Corría hacia la luz.

«Tal vez esto no sea la red de metro —pensé cuando comenzó a faltarme el aire y a estallarme el costado—, sino el túnel que cruza al más allá. Tal vez la fortuna me sonríe y soy yo quien está muriendo, mientras tú (Claudia, en este mismo instante) vuelves al instituto por la puerta trasera para que la tutora no se entere».

No era la luz divina lo que brillaba al fondo, sino las lámparas de Upminster Bridge. Había mucha más gente de la que podía esperarse en aquellas latitudes, pero yo seguía sin oír nada salvo el segundero doble del reloj eléctrico. Debía de llevarlo, sin saberlo, colgando del cinturón.

Aminoré la marcha, pero seguí tambaleándome entre los raíles. Nadie se fijó en mí cuando irrumpí en la estación. Me sequé la cara y repasé cada rincón. Flanqueado por un corro de curiosos, algo destellaba en mitad del andén.

Era una manta térmica dorada, de las que utilizan los servicios de emergencia.

Perdí la mirada entre sus llamas. El fuego tiene ese poder de embelesamiento.

—… Claudia Sandman… —oí con claridad entre la turba de murmullos.

¿Quién había dicho eso?

Era un policía, apoyado en una columna apartada del barullo, que pasaba por radio la información apuntada en un cuaderno.

Eché a correr, me encaramé al andén y aparté a un hombre de la empresa de limpieza y una mujer de color que vestía un abultado anorak.

—¿Claudia?

La manta térmica estaba vacía. No envolvía a una persona, tan sólo aire hediondo. La cogí del suelo y la examiné, como si el cuerpo de mi hija fuera a estar escondido entre los pliegues. Miré a un lado y otro. Los que me rodeaban dibujaron rostros de perplejidad. Me arrollaba el eco simultáneo de un millón de trenes.

Mi corazón se disparó. Latía tan rápido que agitaba el resto del cuerpo; llegaba a producir calor. Alrededor, el planeta congelado.

«¿Por qué no me has esperado? Venía a buscarte, ¿no lo ves?

»¡Créeme!».

Había llegado tarde.

Tarde.

Abracé la manta con violencia, protegiéndola como un animal rabioso. Sin juicio, sólo instinto. Los ojos abiertos como un demente. La olí. Necesitaba algo suyo: un resto de su colonia, un pelo.

Alguien murmuró que la niña se había tirado a la vía al paso de la máquina.

«¿Por qué dicen eso? —Apreté aún más la manta contra mi pecho—. ¡Es mi hija! No te preocupes, Claudia, yo sé que te has caído. Sé que no te dabas cuenta de lo que ocurría a tu alrededor; que el mundo se te había quedado pequeño y, en tu aislamiento, habías dejado de ver peligros fuera de tu cabeza. Ya sólo viajabas hacia dentro, me llevabas tanta ventaja… Yo seguía sumido en el caos, había olvidado que eras la salvación y la vida eterna.
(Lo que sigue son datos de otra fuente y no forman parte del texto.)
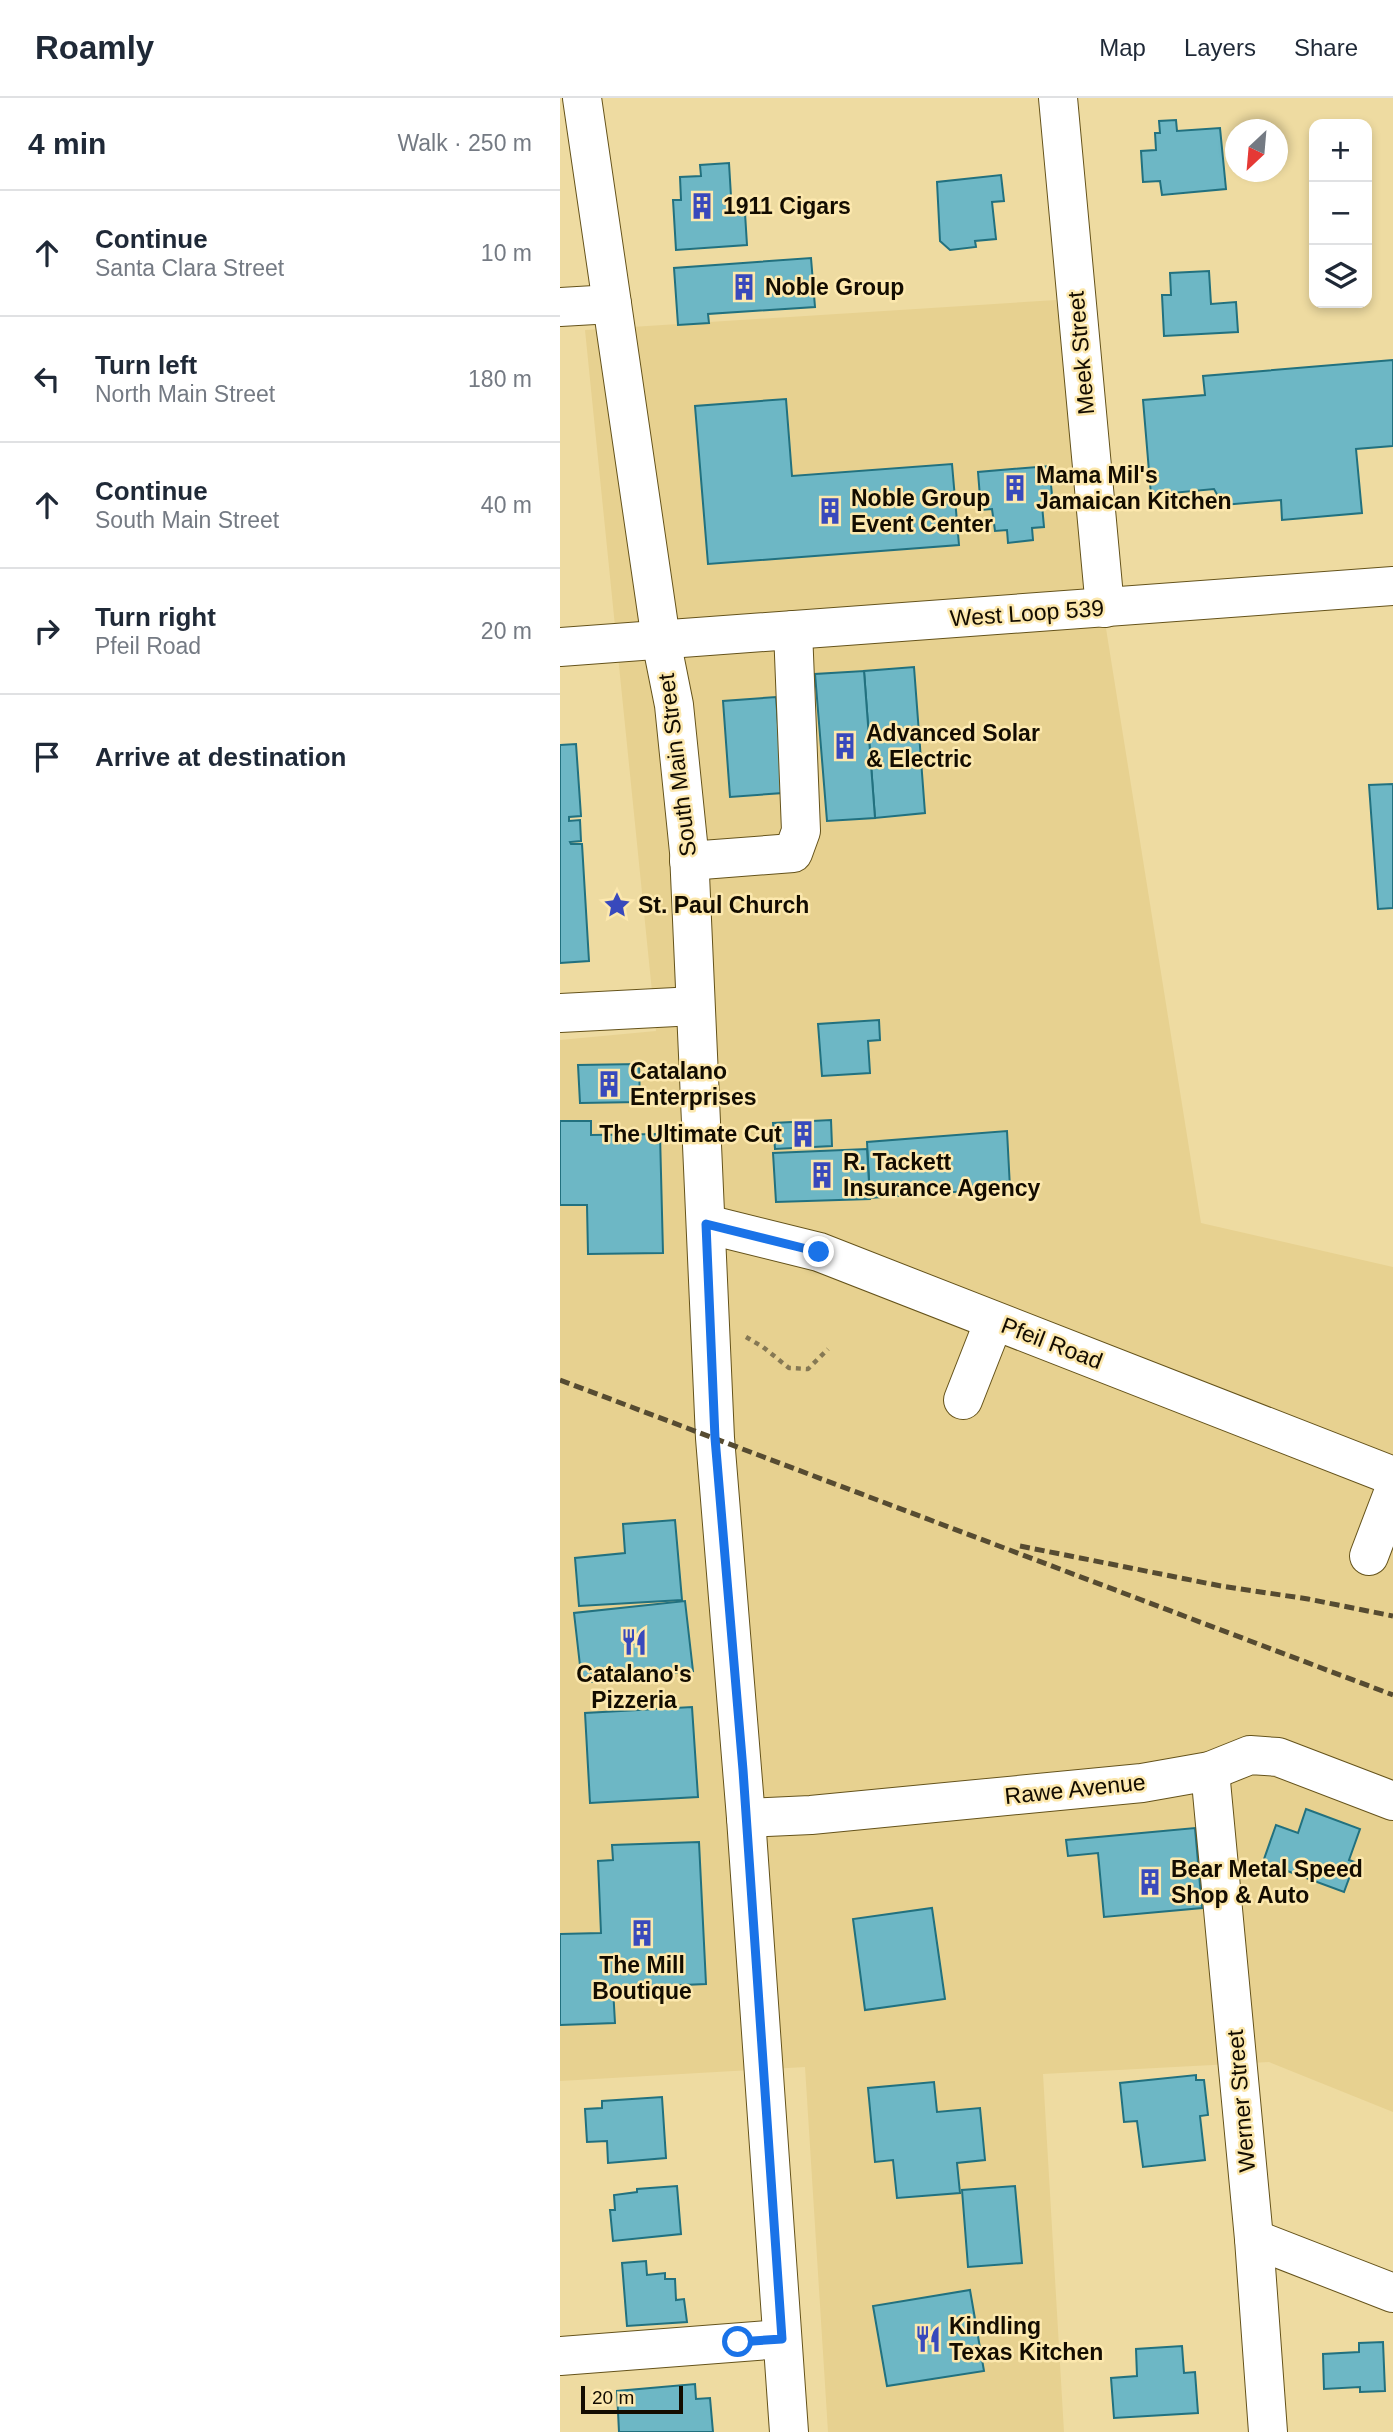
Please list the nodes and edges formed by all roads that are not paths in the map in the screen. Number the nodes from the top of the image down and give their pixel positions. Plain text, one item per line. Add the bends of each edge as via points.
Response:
1 (582, 98) edge
2 (1058, 98) edge
3 (612, 304) junction
4 (560, 307) edge
5 (1393, 586) edge
6 (1105, 608) junction
7 (793, 630) junction
8 (661, 640) junction
9 (560, 647) edge
10 (689, 861) junction
11 (695, 1006) junction
12 (560, 1013) edge
13 (706, 1224) junction
14 (994, 1321) junction
15 (962, 1400) dead end
16 (1393, 1476) edge
17 (1393, 1493) edge
18 (1369, 1556) dead end
19 (1210, 1771) junction
20 (1393, 1801) edge
21 (746, 1818) junction
22 (1254, 2239) junction
23 (1393, 2293) edge
24 (782, 2339) junction
25 (560, 2356) edge
26 (789, 2432) edge
27 (1268, 2432) edge

1 - 3 street, South Main Street
2 - 6 street, Meek Street
3 - 4 street
3 - 8 street, South Main Street
5 - 6 street, West Loop 539
6 - 7 street, West Loop 539
7 - 8 street, West Loop 539
7 - 10 street via 801,831 793,853
8 - 9 street, West Loop 539
8 - 10 street, South Main Street via 674,705
10 - 11 street, South Main Street
11 - 12 street
11 - 13 street, South Main Street
13 - 14 street, Pfeil Road via 819,1252
13 - 21 street, South Main Street via 715,1438
14 - 15 street
14 - 16 street, Pfeil Road
17 - 18 street
19 - 20 street, Rawe Avenue via 1250,1755 1278,1757
19 - 21 street, Rawe Avenue via 1142,1783
19 - 22 street, Werner Street
21 - 24 street, South Main Street
22 - 23 street
22 - 27 street, Werner Street
24 - 25 street
24 - 26 street, South Main Street

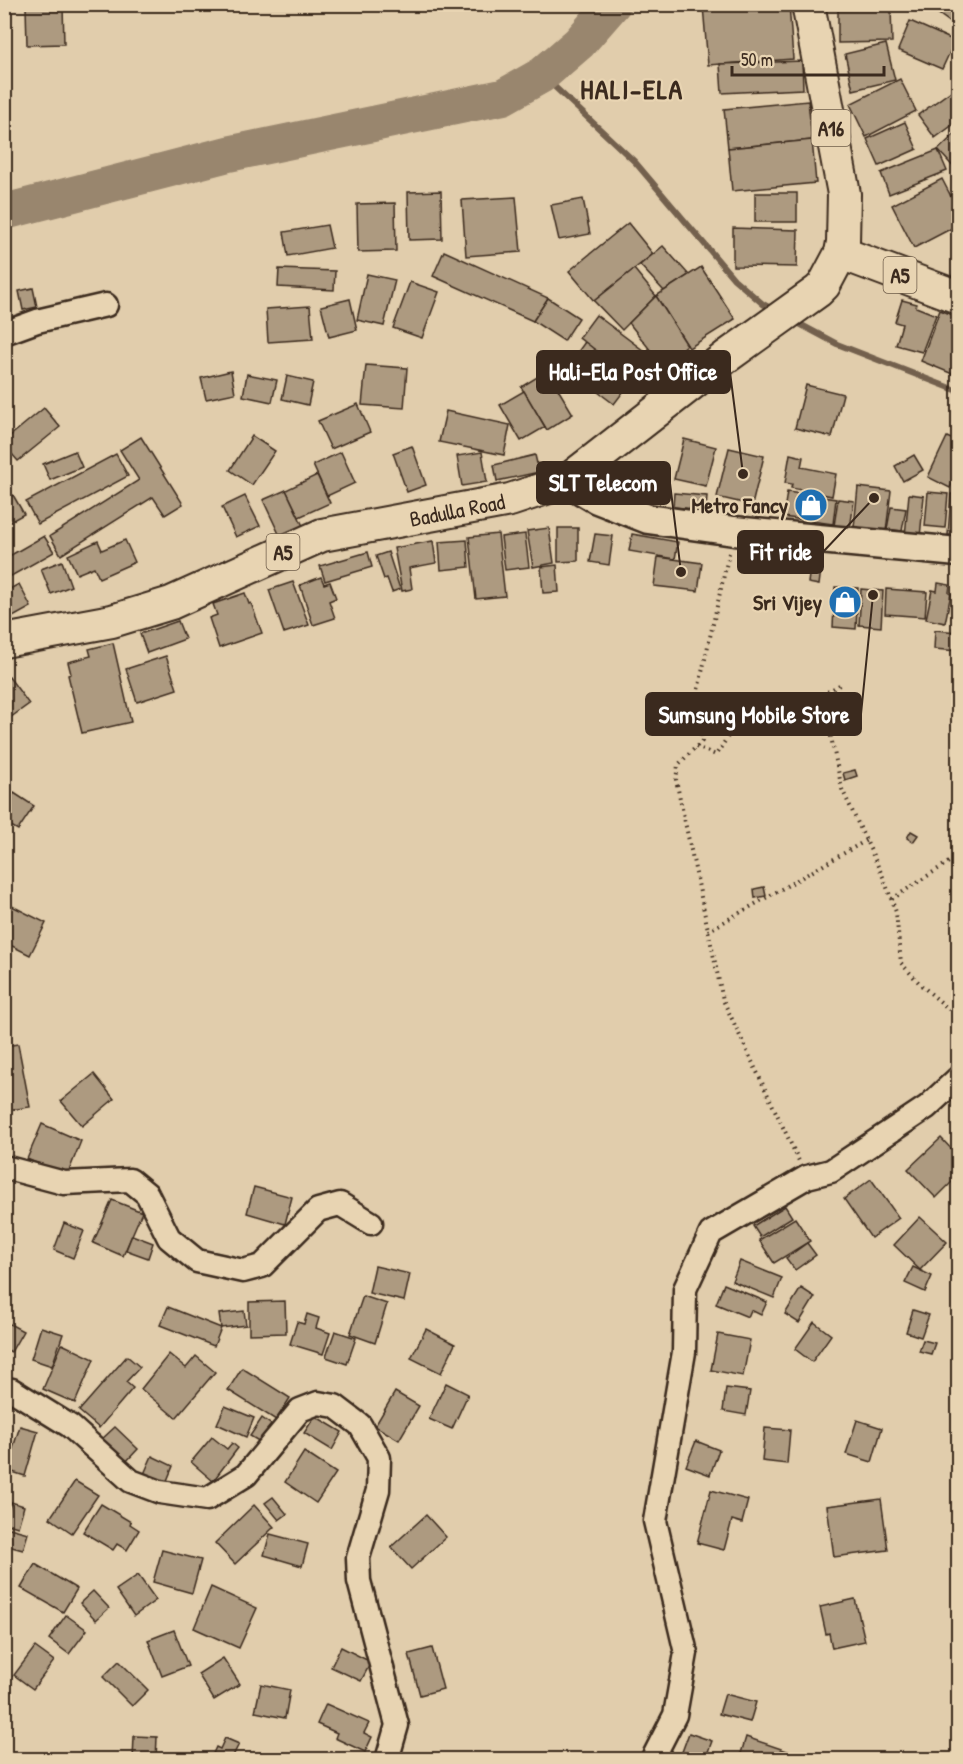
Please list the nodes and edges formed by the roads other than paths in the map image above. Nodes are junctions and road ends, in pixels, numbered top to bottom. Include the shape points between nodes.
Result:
1 (808, 4) edge
2 (841, 253) junction
3 (958, 297) edge
4 (106, 305) dead end
5 (4, 333) edge
6 (567, 481) junction
7 (958, 552) edge
8 (4, 641) edge
9 (958, 1078) edge
10 (4, 1167) edge
11 (371, 1223) dead end
12 (4, 1389) edge
13 (387, 1760) edge
14 (652, 1760) edge

1 - 2 highway, A16 via 844,194
2 - 3 highway, A5
2 - 6 highway, Badulla Road / A5 via 818,291
4 - 5 street
6 - 7 main road via 597,499 648,519
6 - 8 highway, Badulla Road / A5 via 510,500 322,535 171,603 112,621
9 - 14 street via 927,1107 831,1171 807,1178 711,1233 685,1289 684,1352 655,1521 686,1653 675,1715
10 - 11 street via 64,1183 130,1180 147,1194 170,1238 197,1261 243,1271 262,1266 318,1210 340,1204
12 - 13 street via 12,1390 70,1426 131,1481 160,1492 207,1499 246,1475 300,1410 318,1403 335,1406 360,1425 379,1458 378,1490 357,1558 359,1581 397,1725

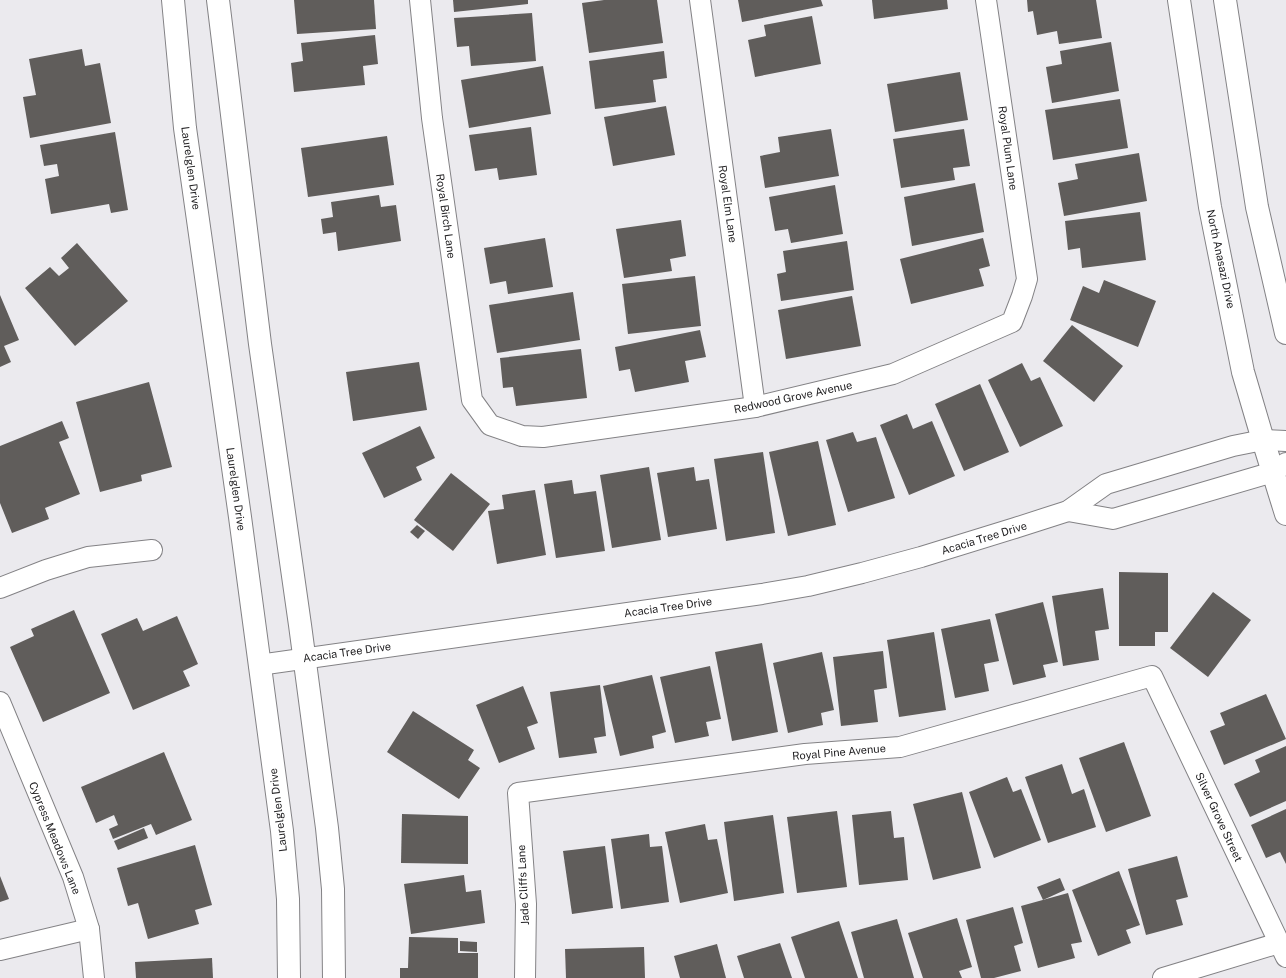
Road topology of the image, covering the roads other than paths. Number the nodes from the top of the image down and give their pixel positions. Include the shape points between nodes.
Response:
1 (174, 0) edge
2 (218, 0) edge
3 (420, 0) edge
4 (700, 0) edge
5 (986, 0) edge
6 (1179, 0) edge
7 (1225, 0) edge
8 (1022, 296) joint
9 (1286, 333) edge
10 (755, 407) junction
11 (490, 425) joint
12 (1263, 440) junction
13 (1286, 441) edge
14 (1279, 467) edge
15 (1068, 511) junction
16 (1286, 514) edge
17 (152, 550) dead end
18 (0, 588) edge
19 (305, 658) junction
20 (259, 664) junction
21 (1152, 676) joint
22 (0, 702) edge
23 (518, 793) joint
24 (89, 929) junction
25 (0, 950) edge
26 (1283, 950) edge
27 (94, 978) edge
28 (289, 978) edge
29 (334, 978) edge
30 (525, 978) edge
31 (1163, 978) edge

1 - 20 street, Laurelglen Drive via 186,136
2 - 19 street via 260,344
3 - 11 street, Royal Birch Lane via 432,118 472,400
4 - 10 street, Royal Elm Lane
5 - 8 street, Royal Plum Lane via 1027,279
6 - 12 street, North Anasazi Drive via 1210,207 1244,372
7 - 9 street via 1256,206
8 - 10 street, Redwood Grove Avenue via 1012,322 893,374
10 - 11 street, Redwood Grove Avenue via 543,437 522,436
12 - 13 street, Acacia Tree Drive
12 - 14 street, North Anasazi Drive
12 - 15 street, Acacia Tree Drive via 1233,446 1106,484
14 - 15 street, Acacia Tree Drive via 1113,519
14 - 16 street, North Anasazi Drive
15 - 19 street, Acacia Tree Drive via 921,557 808,586
17 - 18 street via 88,557
19 - 20 street, Acacia Tree Drive
19 - 29 street via 333,889
20 - 28 street, Laurelglen Drive via 282,830 288,899
21 - 23 street, Royal Pine Avenue via 900,747 805,754
21 - 26 street, Silver Grove Street
22 - 24 street, Cypress Meadows Lane via 73,877
23 - 30 street, Jade Cliffs Lane via 526,904
24 - 25 street
24 - 27 street, Cypress Meadows Lane
26 - 31 street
»¿Por qué no me has esperado?

»Venía a buscarte, ¿no lo ves?

»Habría querido darte este calor que me abrasa. Teniéndome a mí, ¿para qué necesitabas una manta térmica? Te habría frotado el brazo, como hacía en las mañanas de fin de semana (hace tiempo que te considerabas mayor para eso), desde el hombro hasta la muñeca, donde mis dedos siempre se enganchaban con tu pulsera de hilo trenzado. Habría apoyado mi mano en tu pecho, en tu espalda, para darte mi calor, mi calor, este calor que me abrasa».

—Claudia, mi vida…

¿Quién ha apagado las luces de la estación? ¿Se han fundido las lámparas? Incluso el reflejo dorado de la manta térmica se extingue. Apenas quedan rescoldos. Quiero olerla, introducir mi nariz hasta detectar un resto de su colonia, encontrar un pelo. Quiero abrazarla con más fuerza, abrazar esta maldita pira de crematorio que se niega a incinerarme junto a mi hija…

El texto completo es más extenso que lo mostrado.